Tytuł wpisu w pamiętniku odchudzania:
Dzień dwudziesty szósty


Wczoraj czułam się taka pełna, choć tak naprawdę zjadłam niewiele. Ale na wieczór dosłownie wciągnęłam 5 małych, niesłodkich ciastek. Mając lekkie wyrzuty sumienia poszłam pobiegać :) 

Jest to chyba moją słabością, że gdy piekę coś mnie nęci, by tego spróbować :D parę razy udało mi się powstrzymać i jestem wtedy z siebie dumna, ale czasem tu nie rozsądek bierze górę ;) A musicie wiedzieć, że wprost uwielbiam piec!
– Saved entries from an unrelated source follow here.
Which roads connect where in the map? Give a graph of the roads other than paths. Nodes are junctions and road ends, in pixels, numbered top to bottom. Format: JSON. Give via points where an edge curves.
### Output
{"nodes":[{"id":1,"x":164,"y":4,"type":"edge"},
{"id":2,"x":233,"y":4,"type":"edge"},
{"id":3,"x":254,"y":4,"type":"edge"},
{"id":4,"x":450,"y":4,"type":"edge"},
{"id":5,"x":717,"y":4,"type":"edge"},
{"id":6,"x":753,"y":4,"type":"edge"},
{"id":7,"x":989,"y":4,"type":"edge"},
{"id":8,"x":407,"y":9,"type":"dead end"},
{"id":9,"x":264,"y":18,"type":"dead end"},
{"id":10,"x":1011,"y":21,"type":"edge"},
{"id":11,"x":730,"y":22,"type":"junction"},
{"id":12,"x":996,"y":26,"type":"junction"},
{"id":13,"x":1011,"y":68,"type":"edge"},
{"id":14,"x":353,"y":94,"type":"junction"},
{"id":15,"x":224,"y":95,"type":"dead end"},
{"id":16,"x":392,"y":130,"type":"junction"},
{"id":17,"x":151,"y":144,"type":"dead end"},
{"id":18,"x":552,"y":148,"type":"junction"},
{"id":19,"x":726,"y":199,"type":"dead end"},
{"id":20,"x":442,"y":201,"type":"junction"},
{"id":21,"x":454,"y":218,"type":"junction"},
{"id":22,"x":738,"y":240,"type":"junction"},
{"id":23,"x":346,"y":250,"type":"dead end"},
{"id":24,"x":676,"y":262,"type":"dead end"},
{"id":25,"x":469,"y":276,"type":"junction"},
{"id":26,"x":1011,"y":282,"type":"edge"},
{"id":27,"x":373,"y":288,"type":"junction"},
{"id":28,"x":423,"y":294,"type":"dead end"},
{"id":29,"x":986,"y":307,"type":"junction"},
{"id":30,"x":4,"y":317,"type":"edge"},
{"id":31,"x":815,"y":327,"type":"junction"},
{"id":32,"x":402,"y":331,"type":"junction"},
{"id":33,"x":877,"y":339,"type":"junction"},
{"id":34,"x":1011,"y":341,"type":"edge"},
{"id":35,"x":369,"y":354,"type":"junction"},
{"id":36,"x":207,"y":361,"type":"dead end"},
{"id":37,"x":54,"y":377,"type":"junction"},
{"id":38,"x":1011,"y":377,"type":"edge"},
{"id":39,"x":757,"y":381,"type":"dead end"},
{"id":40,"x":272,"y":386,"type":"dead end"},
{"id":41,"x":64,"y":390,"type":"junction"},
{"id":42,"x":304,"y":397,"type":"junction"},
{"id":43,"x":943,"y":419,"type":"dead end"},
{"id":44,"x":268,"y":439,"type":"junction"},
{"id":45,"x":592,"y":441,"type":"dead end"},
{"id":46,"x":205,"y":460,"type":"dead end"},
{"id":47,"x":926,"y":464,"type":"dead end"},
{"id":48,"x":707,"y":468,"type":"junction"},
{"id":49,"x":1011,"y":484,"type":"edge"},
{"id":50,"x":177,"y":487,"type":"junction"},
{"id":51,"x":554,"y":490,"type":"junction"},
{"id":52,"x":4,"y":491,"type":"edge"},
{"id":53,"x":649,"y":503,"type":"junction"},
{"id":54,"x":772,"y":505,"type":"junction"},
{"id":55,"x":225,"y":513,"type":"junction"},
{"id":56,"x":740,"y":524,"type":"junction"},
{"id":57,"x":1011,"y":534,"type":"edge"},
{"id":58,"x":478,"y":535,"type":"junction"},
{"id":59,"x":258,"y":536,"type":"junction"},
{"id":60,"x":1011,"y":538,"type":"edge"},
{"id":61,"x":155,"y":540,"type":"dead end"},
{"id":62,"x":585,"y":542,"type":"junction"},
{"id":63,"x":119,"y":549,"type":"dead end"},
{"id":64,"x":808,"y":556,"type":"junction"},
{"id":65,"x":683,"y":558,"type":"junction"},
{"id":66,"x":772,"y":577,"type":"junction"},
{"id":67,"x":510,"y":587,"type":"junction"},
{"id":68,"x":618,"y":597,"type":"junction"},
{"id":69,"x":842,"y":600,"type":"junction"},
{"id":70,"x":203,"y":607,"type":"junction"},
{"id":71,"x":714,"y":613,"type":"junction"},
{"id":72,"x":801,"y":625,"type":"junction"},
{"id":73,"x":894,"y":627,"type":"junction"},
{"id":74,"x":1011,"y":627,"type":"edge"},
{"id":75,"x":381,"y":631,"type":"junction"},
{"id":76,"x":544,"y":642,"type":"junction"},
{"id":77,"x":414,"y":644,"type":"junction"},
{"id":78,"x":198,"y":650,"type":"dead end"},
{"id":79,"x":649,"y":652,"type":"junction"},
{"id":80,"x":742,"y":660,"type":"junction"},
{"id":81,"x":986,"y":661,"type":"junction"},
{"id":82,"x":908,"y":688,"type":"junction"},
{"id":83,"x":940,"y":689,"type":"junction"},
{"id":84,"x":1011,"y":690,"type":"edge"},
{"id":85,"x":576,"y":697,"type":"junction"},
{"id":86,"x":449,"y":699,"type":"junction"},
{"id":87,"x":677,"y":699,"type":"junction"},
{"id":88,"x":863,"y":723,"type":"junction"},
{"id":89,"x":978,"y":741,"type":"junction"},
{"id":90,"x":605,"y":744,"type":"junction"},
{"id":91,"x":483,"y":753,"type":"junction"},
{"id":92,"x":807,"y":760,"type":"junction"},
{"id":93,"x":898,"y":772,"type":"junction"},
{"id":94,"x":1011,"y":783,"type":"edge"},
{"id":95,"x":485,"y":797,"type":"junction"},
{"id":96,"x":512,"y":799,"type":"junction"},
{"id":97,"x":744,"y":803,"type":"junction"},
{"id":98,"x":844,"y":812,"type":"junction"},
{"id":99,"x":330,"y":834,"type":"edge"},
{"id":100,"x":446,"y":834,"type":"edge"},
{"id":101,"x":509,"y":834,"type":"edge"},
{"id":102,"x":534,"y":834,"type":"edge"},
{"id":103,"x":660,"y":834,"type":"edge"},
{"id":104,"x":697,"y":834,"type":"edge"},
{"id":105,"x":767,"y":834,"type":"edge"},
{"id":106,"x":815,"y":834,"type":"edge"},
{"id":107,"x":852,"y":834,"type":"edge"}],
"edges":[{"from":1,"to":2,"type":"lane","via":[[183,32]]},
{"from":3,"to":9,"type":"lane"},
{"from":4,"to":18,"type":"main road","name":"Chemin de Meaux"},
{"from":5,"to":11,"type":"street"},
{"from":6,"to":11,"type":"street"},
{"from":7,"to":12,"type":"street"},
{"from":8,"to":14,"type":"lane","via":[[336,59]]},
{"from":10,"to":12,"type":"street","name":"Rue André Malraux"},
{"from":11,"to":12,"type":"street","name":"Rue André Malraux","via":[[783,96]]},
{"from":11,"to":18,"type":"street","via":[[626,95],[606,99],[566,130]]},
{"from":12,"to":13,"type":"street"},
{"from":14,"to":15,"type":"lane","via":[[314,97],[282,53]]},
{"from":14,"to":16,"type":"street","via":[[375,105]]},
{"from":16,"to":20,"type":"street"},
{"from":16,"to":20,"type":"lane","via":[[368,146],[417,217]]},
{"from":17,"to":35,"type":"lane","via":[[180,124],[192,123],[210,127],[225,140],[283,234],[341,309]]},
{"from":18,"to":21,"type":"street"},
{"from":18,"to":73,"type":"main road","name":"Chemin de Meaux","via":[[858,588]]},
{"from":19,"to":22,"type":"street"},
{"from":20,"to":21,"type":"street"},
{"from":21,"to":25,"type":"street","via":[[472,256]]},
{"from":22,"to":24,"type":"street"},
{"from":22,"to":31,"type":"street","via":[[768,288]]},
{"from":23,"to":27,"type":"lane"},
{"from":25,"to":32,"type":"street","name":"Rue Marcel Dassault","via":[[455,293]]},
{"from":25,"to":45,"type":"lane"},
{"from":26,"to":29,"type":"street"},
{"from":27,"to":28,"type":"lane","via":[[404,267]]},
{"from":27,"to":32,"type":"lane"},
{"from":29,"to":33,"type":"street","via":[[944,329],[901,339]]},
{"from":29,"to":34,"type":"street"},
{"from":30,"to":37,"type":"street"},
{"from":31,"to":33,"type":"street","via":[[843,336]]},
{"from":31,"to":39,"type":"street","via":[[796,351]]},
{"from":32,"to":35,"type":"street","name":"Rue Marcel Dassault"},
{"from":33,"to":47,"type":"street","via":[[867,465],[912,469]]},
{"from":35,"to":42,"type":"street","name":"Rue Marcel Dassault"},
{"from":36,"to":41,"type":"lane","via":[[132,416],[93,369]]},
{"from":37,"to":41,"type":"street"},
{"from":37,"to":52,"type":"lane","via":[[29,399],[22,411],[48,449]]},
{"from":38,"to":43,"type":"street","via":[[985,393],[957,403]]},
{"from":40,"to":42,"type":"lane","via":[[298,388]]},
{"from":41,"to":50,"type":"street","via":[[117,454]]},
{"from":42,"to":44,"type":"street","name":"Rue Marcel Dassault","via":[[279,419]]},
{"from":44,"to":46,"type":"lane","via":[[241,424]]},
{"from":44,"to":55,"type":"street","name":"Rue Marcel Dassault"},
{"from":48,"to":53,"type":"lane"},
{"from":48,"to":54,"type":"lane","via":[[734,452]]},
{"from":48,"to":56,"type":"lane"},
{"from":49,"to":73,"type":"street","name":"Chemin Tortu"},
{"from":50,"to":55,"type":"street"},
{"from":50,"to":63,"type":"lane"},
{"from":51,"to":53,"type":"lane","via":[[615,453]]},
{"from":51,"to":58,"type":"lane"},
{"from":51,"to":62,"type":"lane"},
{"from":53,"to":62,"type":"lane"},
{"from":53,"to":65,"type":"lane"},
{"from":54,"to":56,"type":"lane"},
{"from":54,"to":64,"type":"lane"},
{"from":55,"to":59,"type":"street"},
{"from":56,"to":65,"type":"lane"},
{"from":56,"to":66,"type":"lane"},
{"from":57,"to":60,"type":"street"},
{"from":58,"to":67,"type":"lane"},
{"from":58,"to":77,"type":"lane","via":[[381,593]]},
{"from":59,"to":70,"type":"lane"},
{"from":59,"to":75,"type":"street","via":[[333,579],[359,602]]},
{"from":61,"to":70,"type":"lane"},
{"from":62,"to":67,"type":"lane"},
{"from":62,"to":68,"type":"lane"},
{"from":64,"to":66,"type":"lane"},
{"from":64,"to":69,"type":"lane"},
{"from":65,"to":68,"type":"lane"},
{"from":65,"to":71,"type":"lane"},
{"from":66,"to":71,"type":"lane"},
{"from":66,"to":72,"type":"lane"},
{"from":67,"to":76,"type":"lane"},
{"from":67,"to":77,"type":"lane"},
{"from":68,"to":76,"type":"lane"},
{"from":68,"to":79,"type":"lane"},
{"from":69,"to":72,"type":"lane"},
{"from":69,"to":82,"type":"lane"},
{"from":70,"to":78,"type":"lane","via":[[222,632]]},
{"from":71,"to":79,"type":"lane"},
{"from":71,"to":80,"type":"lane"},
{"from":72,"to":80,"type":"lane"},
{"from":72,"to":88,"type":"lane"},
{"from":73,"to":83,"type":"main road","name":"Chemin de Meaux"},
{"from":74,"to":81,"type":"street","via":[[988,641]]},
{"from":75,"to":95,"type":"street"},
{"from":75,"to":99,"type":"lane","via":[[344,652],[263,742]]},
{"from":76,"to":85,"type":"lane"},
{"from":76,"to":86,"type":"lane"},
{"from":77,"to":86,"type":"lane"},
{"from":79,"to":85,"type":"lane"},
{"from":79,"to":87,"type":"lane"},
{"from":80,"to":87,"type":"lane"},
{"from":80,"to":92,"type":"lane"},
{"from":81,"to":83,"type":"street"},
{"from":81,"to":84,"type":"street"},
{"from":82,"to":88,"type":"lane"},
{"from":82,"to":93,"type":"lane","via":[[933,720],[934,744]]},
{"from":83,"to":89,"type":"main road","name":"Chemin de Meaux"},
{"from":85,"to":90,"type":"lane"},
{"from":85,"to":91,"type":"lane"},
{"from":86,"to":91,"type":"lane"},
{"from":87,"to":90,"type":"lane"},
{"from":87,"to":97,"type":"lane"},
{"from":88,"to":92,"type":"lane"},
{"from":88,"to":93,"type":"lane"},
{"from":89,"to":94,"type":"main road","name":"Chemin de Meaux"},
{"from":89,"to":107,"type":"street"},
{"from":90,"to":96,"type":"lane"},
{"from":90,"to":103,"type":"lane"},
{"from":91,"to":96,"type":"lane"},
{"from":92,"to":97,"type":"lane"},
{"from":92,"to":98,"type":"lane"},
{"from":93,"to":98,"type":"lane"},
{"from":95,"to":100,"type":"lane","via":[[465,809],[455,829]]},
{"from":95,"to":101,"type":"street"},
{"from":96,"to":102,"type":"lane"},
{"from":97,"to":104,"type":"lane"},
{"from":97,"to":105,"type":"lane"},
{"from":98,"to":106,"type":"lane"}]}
I nawet podobno jestem w tym dobra :)

Plan na dziś? 

1) ŚNIADANIE: jajecznica z 2 niewielkich jaj na łyżce oleju lnianego z pieprzem i 3 plasterkami sera Camembert, małe jabłko, szklanka kefiru

2) II ŚNIADANIE: mały jogurt Jogobella malinowy (był taki słodki! To chyba przez odstawienie cukru) z łyżką siemienia lnianego, żurawiny, płatków ryżowych i płatków pełnoziarnistych

i w planach... :)

3) OBIAD: mały kawałek grillowanej łopatki wieprzowej, bądź kasza gryczana z pieczarkami, zieleniną i grillowaną cukinią (jeszcze się zastanowię) + jakieś warzywka :)

4) KOLACJA: ugotowana na parze fasolka szparagowa

Jak zauważyliście, zmieniłam ilość porcji w moim menu. Zjadam 4 posiłki, a nie 5, co ok. 3 godziny. Stosuję też dietę rozdzielną (przynajmniej próbuję :D), tak jak wcześniej staram się unikać bezpośrednio cukru i soli, nie piję kawy. Okazyjnie pozwolę sobie na lampkę wina ;)

Do tej pory jeszcze nie ćwiczyłam, może później zrobię jakiś krótki zestaw na mięśnie brzucha, a po południu planuję wycieczkę rowerową ;) Póki co, mam zakwasy po wczorajszym bieganiu i kocham to!

Wczoraj też wykonałam body wrapping wydłużając czas zabiegu o całe 5 minut! Było już 20 :) Wiem, mało, ale to dopiero początki :) Zabiegi ujędrniające rozłożyłam sobie w taki sposób, że co trzeci dzień robię body wrapping, co drugi - masuję się bańką chińską, a codziennie wmasowuję serum ujędrniające (rano i wieczór) i przy kąpieli wykonuję szybki masaż szorstką gąbką. Zastanawiam się, czy nie wykonuję body wrappingu zbyt rzadko... 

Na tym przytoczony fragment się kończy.